In my first post on ball-in-play outcomes, I noted that one possible use of the new statcast data would be the development an "expected wOBABIP" stat (or "xwOBABIP" for short, which is a name amusing enough that the thought of people eventually saying it out loud serves as sufficient justification for this exercise all by itself). In a few days, I'll be posting some preliminary results in this direction. In this post, I'll cover what approach I'll be taking and why, possible problems or nuances of this approach, and finally some (not so) bold predictions about what we might see when I finally do crunch the numbers.

(For those who haven't read the original post and/or are unfamiliar with wOBA, an explanation can be found here. "BIP" stands for "balls in play," so wOBABIP is simply wOBA calculated exclusively on balls put in play)

The general idea behind the xwOBABIP stat will be precisely as I outlined in that original post - take each of a player's batted ball results, weight it by the wOBABIP of "similar" balls in some bin in trajectory-space around it, and average. However, while this idea is simple, the implementation admits a rather dizzying array of possible variations in how the specific concerns are handled. Here are a few such concerns, to give you an idea:

How should we bin the "similar events" around a given ball-in-play event? Naively, we could evenly tile the trajectory-space with bins (as I've done with hex bins for the plots I've generated) and just take the bin that the event happens to fall in. However, this has a rather obvious undesirable behavior: it has sharp discontinuities at the boundaries between the bins, meaning that a tiny change in the trajectory of a ball might yield a large change in the expected value, simply because it falls near the boundaries (which, moreover, are entirely arbitrary). We pretty clearly don't want to introduce arbitrary artifacts into our metric, so this is a problem.

The obvious solution is to instead center the bins at the events themselves, computing a new bin for each datum - in essence performing a moving average centered at each datum. However, there's yet another problem: even if we bin the data with a moving window, if we simply bin the events in a binary fashion (i.e. either an event is in the bin, or it is out of the bin), we may still see large, arbitrary "jumps" in our average when a datum passes over the boundary of the bin. So, we may further consider doing a moving weighted average, with a window function that smoothly falls to zero away from its center, so that data gradually lose influence over the expected value at a point as they move further from the point, rather than suddenly dropping off after some fixed distance. This is a method called "kernel regression," where "kernel" refers to the aforementioned weighting function. But this leaves us the problem of picking a kernel (our aforementioned binning is equivalent to picking a rectangular function as the kernel).

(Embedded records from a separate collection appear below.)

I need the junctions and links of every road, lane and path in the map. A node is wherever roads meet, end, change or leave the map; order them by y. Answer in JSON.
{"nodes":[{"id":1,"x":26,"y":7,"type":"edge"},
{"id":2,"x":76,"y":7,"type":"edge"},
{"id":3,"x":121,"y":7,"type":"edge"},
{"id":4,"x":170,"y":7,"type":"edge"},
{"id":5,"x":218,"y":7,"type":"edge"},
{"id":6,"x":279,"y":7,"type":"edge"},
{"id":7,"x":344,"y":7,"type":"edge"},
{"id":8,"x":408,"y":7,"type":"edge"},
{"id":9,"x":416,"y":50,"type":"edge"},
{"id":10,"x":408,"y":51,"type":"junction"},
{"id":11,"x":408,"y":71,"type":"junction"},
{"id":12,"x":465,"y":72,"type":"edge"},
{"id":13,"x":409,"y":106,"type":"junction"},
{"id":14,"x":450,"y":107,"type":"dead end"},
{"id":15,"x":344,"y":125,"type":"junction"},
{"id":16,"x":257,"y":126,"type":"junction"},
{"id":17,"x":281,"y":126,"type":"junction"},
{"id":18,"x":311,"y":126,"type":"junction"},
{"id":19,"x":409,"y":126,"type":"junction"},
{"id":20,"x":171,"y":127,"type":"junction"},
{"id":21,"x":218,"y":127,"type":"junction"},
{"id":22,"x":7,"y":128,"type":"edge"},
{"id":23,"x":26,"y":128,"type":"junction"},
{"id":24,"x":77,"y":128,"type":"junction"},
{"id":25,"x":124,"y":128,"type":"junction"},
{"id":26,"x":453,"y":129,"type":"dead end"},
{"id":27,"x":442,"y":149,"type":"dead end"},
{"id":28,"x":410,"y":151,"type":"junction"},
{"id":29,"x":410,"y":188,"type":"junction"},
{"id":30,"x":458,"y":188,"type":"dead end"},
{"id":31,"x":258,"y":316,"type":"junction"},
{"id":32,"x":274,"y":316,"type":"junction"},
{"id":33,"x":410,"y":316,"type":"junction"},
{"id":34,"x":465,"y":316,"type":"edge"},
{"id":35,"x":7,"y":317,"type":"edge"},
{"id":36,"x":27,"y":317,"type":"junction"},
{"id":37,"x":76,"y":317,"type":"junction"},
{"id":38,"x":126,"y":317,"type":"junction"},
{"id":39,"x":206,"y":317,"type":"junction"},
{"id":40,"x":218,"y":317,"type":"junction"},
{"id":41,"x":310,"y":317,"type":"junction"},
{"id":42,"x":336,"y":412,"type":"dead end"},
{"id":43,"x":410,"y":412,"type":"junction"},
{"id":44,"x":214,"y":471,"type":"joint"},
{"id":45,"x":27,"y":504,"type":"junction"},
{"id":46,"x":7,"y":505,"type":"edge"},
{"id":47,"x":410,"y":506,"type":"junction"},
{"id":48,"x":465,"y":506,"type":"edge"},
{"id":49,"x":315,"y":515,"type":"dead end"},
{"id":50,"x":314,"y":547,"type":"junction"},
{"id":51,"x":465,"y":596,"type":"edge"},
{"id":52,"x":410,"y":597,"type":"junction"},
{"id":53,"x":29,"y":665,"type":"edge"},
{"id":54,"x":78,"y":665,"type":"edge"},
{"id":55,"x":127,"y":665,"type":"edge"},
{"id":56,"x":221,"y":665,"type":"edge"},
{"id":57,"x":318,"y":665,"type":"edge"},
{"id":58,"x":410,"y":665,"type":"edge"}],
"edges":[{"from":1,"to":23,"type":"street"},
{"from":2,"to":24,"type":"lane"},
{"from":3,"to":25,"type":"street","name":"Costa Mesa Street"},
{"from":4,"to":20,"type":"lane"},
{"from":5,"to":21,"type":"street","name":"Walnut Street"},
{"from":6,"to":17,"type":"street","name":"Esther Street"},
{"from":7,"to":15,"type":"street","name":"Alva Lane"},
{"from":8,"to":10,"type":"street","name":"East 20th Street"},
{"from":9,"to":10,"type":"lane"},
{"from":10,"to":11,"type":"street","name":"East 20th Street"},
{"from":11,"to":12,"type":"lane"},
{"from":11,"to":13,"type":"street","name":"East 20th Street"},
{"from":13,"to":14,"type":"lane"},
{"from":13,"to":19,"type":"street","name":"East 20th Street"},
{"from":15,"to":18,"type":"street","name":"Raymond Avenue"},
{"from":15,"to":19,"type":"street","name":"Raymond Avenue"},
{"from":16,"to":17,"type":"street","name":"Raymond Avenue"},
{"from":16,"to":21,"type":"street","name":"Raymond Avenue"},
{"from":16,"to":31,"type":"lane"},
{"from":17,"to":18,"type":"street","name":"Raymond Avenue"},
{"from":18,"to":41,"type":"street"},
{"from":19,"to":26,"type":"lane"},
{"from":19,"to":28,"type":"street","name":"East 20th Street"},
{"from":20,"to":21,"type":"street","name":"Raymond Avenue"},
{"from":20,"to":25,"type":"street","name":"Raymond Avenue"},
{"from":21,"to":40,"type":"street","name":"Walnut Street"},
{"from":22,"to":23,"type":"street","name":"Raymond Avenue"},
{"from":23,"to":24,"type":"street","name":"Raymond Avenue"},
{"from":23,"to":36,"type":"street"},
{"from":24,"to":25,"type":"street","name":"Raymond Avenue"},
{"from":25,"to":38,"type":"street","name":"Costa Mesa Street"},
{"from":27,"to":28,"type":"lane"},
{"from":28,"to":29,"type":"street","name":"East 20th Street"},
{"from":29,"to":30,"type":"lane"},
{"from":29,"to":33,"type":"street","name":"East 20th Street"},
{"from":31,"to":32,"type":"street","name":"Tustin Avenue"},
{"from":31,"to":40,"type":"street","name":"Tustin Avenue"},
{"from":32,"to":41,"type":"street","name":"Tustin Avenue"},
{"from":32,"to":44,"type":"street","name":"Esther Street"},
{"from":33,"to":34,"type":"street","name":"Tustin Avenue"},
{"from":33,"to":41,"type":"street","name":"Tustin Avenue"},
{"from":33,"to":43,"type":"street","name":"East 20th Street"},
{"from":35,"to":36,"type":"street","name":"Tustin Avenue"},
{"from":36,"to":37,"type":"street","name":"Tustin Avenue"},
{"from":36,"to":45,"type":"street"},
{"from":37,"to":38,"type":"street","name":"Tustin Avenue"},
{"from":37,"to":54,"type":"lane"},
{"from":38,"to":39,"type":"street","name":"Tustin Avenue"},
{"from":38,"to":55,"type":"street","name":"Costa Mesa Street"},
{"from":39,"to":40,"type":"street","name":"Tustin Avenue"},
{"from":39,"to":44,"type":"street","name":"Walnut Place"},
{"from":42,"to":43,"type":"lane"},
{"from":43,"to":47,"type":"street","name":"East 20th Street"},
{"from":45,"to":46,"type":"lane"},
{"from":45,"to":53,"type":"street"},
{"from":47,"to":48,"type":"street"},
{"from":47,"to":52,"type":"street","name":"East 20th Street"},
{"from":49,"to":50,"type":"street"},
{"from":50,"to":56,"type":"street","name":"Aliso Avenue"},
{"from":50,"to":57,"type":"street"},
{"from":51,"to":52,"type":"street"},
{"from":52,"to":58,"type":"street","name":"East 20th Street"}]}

And regardless of naive binning or fancy kernel-based averaging, we still have the problem of sizing our bins. A larger bin size ("bandwidth") will yield a higher sample size (which means less sensitivity to noise), at the cost of washing out (meaningful) structure in the data, while a smaller bandwidth will do the opposite - and, moreover, since our data is bivariate (we have exit velocity and exit angle), we have two different bandwidths to pick (one for each variable). To muddy the waters even more, our data are fairly "clumpy" - there are regions of densely packed data where lots of balls have been hit, and regions of sparse data where not many balls have been hit - so we may want to vary the bandwidth based on the density of data in the region, so that it is smaller in the dense areas (where the sample size is higher and so there is less noise) and larger in the sparse areas.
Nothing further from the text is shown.